[Opening Records section]

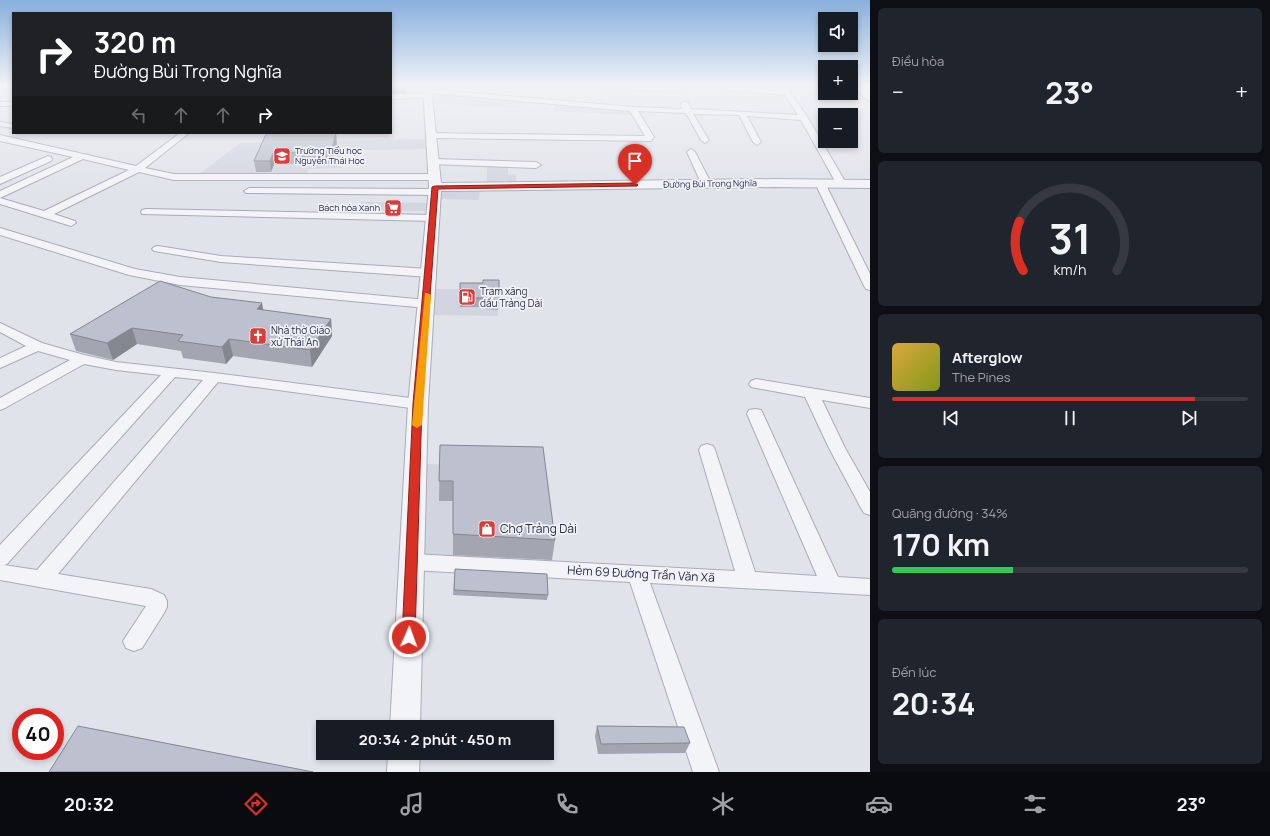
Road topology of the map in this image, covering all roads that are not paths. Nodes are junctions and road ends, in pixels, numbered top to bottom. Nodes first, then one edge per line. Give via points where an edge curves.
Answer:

[Closing Records section]
[Opening Records section]

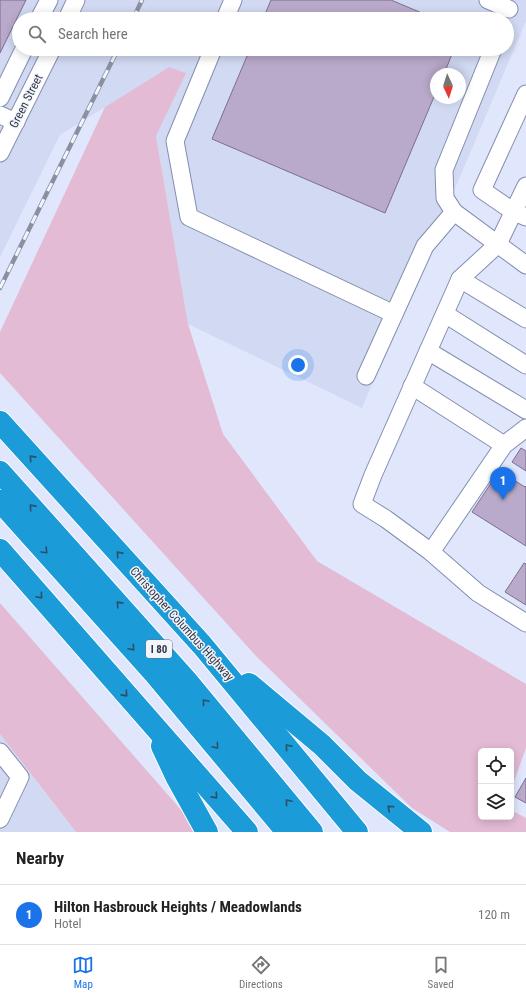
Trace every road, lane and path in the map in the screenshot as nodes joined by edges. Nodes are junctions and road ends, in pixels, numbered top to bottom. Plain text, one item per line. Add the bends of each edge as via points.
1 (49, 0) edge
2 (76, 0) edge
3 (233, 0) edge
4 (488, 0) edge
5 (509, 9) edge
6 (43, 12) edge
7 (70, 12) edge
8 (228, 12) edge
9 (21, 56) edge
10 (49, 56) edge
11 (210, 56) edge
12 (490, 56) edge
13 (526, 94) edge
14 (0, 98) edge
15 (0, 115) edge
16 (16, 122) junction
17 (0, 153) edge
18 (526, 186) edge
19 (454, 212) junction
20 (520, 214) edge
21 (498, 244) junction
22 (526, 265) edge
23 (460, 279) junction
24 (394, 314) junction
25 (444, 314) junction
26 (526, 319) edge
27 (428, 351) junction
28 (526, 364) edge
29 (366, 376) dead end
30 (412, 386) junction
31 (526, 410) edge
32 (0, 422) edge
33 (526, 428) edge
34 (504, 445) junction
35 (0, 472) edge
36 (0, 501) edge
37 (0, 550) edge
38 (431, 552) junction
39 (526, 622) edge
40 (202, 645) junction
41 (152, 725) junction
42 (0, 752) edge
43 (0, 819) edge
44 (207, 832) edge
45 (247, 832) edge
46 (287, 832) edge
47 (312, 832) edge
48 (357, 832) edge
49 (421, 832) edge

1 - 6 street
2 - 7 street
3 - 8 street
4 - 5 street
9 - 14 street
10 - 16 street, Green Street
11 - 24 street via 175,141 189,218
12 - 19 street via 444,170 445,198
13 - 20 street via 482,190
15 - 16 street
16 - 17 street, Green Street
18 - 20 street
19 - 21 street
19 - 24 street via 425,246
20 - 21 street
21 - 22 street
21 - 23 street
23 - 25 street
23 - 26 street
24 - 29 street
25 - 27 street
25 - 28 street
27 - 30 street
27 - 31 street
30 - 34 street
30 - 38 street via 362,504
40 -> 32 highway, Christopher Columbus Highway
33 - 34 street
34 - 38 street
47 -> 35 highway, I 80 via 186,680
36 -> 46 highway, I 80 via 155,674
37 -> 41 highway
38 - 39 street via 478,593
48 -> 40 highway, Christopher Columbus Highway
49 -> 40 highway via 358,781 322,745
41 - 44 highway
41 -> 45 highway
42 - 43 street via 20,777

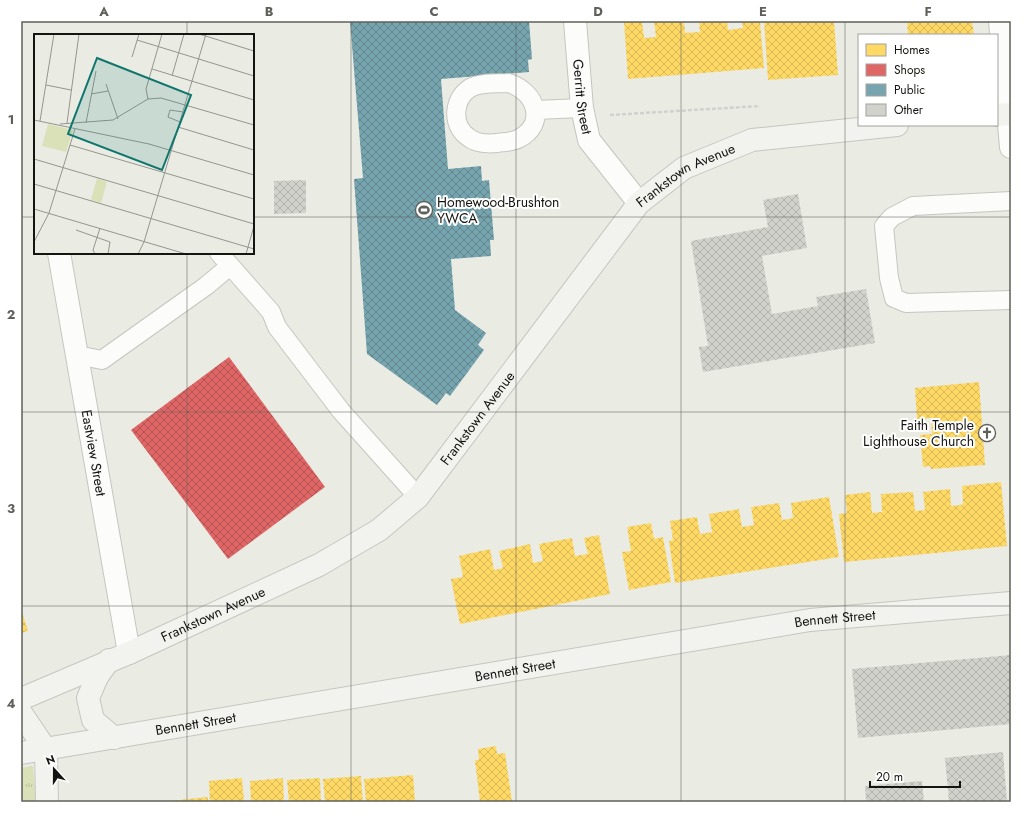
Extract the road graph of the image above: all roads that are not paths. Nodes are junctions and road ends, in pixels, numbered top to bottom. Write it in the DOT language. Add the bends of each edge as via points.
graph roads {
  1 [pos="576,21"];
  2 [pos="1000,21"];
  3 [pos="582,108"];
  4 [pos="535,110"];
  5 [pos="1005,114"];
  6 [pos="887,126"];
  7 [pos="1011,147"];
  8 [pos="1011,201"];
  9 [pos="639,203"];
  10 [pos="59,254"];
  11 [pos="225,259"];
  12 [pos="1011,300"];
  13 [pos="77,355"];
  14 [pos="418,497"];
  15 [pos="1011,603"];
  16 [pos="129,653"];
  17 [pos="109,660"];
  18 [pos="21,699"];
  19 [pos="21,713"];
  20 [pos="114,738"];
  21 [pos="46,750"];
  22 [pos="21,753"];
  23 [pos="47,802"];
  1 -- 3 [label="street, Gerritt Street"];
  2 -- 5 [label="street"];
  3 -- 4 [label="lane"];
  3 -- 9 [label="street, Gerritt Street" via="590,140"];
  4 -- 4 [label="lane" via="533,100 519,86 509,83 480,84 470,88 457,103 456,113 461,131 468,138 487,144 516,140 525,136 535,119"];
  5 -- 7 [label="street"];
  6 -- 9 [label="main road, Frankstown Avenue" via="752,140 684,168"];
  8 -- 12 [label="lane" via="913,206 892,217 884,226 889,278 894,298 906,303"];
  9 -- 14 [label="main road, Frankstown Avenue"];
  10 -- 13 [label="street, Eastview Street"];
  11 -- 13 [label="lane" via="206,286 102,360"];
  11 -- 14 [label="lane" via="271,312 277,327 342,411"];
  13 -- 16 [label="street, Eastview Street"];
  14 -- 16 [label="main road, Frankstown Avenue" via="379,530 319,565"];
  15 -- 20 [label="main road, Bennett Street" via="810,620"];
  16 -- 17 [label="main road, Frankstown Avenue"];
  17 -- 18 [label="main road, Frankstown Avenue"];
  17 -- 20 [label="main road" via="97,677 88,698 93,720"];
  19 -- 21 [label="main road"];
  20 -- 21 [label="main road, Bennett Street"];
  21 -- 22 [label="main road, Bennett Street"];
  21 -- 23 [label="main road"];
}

[Closing Records section]
[Opening Records section]

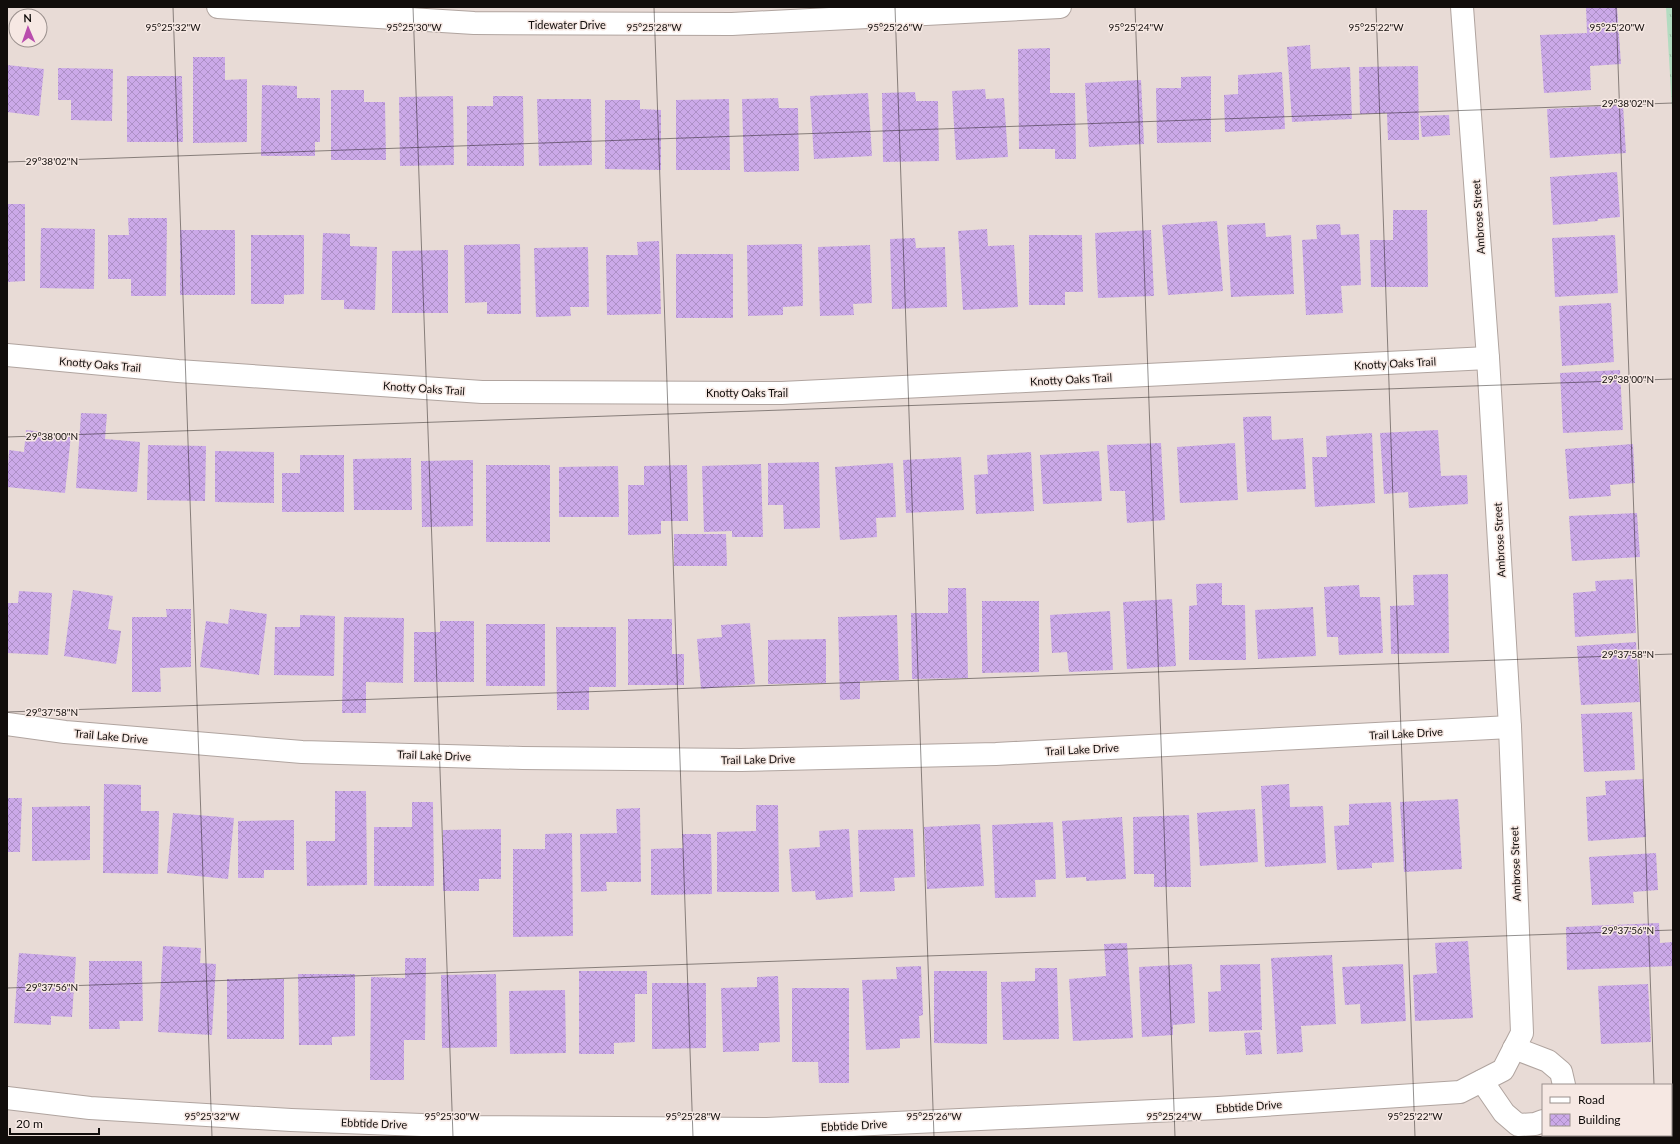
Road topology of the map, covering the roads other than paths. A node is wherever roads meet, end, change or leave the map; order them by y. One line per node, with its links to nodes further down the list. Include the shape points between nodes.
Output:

[Closing Records section]

Copy out every line of the material above that mentions the word "topology".

* **Output below**:
Road topology of the map in this image, covering all roads that are not paths. Nodes are junctions and road ends, in pixels, numbered top to bottom. Nodes first, then one edge per line. Give via points where an edge curves.
Road topology of the map, covering the roads other than paths. A node is wherever roads meet, end, change or leave the map; order them by y. One line per node, with its links to nodes further down the list. Include the shape points between nodes.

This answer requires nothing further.